SUPPLIED RECORDS:
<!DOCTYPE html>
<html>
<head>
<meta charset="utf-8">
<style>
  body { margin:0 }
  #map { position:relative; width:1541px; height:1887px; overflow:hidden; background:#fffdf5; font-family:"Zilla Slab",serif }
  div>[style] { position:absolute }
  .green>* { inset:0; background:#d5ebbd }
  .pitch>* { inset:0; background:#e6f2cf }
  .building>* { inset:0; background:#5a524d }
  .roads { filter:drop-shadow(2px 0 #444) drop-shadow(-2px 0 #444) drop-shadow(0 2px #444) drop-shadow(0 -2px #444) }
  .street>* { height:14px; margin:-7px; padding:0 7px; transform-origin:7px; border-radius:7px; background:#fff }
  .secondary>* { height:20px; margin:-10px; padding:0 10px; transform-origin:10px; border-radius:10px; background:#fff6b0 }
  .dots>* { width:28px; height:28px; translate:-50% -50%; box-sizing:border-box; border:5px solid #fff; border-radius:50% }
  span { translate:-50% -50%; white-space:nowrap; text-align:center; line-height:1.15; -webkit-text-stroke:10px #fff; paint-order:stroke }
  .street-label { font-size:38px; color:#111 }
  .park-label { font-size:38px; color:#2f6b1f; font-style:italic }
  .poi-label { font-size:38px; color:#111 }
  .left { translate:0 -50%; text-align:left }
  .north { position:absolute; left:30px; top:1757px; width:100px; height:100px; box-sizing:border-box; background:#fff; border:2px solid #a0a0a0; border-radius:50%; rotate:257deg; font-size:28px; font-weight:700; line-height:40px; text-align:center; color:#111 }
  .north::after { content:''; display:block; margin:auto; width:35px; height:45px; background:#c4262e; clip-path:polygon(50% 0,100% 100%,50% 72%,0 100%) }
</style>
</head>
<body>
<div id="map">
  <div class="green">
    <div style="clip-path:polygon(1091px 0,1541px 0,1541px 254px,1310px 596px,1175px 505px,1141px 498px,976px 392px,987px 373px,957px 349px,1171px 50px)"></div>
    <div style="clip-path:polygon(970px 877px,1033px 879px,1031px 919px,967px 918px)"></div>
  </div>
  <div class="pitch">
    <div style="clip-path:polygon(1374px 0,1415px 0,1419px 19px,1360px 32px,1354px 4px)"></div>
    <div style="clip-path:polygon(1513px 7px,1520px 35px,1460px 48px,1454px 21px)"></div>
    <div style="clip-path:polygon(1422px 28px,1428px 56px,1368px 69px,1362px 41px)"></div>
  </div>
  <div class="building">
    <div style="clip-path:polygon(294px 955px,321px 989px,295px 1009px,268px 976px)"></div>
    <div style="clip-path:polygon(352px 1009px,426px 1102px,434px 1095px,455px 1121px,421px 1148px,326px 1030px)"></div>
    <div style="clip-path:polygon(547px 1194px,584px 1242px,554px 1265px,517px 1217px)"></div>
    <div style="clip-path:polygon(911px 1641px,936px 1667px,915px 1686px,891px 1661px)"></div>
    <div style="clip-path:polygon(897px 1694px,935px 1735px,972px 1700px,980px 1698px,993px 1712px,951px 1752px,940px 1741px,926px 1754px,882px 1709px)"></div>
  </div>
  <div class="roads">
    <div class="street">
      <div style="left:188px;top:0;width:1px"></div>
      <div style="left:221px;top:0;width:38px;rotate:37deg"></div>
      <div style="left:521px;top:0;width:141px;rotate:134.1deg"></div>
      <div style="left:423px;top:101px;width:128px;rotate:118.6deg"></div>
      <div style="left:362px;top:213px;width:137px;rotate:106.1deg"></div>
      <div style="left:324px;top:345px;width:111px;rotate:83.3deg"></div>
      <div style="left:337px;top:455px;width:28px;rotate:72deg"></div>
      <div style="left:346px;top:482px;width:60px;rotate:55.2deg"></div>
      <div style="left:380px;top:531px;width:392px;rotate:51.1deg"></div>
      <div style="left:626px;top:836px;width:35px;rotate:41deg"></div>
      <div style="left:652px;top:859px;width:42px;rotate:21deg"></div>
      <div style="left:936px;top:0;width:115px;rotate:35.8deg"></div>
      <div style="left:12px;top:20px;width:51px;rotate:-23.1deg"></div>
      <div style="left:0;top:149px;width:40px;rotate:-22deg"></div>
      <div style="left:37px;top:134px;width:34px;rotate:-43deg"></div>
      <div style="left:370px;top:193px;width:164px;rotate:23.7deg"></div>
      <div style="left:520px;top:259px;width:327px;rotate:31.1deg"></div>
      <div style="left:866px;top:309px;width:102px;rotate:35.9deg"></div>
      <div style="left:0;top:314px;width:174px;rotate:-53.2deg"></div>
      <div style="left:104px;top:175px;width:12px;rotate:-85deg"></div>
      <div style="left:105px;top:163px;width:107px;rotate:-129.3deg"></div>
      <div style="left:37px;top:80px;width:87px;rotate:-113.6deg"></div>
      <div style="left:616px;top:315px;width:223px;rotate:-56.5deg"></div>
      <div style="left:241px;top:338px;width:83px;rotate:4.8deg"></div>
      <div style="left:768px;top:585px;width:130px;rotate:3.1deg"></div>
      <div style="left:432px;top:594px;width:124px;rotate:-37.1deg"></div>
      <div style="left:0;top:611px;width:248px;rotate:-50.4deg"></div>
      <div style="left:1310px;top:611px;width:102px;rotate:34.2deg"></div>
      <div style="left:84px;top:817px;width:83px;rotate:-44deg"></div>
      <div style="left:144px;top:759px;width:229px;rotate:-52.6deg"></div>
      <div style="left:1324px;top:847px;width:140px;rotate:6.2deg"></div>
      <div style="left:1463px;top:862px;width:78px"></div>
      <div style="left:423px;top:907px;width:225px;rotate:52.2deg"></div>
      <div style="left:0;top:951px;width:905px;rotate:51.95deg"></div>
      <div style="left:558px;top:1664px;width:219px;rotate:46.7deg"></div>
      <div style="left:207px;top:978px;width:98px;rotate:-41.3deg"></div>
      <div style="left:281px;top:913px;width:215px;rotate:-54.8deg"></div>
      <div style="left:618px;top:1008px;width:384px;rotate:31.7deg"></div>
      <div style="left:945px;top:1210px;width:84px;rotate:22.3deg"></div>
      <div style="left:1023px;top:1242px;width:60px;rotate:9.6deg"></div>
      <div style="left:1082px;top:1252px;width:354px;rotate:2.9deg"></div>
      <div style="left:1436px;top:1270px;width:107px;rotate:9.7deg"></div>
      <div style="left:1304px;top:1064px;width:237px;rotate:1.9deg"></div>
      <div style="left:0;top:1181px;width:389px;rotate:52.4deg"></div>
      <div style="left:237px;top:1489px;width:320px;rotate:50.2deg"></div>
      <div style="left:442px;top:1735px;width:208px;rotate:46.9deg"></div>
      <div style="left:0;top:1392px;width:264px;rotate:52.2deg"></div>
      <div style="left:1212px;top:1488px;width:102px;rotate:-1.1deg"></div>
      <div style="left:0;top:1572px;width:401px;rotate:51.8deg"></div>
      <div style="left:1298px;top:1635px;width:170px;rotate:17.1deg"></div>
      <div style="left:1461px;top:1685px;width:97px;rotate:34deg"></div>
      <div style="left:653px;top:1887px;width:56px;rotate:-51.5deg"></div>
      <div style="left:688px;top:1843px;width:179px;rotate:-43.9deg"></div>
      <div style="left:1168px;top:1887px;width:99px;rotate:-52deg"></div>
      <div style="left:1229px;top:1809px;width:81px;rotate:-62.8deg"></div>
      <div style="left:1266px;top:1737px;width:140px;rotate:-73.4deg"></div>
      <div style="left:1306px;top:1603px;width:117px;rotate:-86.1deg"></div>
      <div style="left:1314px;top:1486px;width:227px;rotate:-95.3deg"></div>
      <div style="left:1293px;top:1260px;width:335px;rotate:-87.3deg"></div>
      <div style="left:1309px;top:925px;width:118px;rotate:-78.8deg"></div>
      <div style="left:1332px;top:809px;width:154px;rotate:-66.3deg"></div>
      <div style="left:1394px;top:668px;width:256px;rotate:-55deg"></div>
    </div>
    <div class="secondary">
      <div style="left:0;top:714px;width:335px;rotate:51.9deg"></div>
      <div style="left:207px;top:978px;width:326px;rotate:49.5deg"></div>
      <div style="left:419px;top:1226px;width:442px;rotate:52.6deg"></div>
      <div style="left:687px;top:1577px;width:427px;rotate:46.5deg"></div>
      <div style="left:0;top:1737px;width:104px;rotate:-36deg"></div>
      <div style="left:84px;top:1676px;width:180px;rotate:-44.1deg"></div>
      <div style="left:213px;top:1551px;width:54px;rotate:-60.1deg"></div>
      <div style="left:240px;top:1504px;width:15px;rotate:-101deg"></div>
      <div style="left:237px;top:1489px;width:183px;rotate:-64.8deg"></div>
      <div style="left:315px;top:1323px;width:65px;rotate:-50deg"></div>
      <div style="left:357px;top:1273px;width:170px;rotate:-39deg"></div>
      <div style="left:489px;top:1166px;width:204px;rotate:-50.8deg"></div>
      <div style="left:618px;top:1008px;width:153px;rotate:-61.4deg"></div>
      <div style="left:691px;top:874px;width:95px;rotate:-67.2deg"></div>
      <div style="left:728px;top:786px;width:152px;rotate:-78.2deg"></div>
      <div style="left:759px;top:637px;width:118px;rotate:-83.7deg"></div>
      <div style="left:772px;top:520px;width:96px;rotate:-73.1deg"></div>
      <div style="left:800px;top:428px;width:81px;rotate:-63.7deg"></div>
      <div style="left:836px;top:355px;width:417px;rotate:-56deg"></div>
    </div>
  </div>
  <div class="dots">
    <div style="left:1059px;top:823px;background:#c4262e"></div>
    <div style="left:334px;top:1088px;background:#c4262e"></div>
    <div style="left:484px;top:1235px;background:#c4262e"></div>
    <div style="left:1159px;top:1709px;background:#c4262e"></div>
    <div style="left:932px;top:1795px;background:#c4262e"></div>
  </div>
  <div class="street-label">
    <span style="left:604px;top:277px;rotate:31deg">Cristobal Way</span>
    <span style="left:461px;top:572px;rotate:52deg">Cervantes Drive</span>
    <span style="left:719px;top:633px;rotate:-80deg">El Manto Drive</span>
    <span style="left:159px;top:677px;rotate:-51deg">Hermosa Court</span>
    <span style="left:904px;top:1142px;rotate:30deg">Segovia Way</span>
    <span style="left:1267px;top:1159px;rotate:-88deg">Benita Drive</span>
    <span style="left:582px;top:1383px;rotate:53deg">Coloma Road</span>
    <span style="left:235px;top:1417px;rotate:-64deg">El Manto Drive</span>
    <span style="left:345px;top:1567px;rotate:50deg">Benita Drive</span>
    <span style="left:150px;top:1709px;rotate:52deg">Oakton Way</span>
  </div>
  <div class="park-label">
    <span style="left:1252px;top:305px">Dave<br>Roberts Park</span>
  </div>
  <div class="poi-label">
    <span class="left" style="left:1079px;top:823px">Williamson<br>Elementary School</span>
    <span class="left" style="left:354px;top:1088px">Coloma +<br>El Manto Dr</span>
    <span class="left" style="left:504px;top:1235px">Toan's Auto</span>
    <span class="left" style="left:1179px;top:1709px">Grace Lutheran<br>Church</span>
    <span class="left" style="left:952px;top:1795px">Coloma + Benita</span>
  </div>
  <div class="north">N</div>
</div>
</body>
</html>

EXERCISE BRIEF: Of all the entries above, output exactly the lines between the one holding "height:14px; margin:-7px; padding:0" and the one holding "width:28px; height:28px; translate:-50%", inclusive.

TASK OUTPUT:
  .street>* { height:14px; margin:-7px; padding:0 7px; transform-origin:7px; border-radius:7px; background:#fff }
  .secondary>* { height:20px; margin:-10px; padding:0 10px; transform-origin:10px; border-radius:10px; background:#fff6b0 }
  .dots>* { width:28px; height:28px; translate:-50% -50%; box-sizing:border-box; border:5px solid #fff; border-radius:50% }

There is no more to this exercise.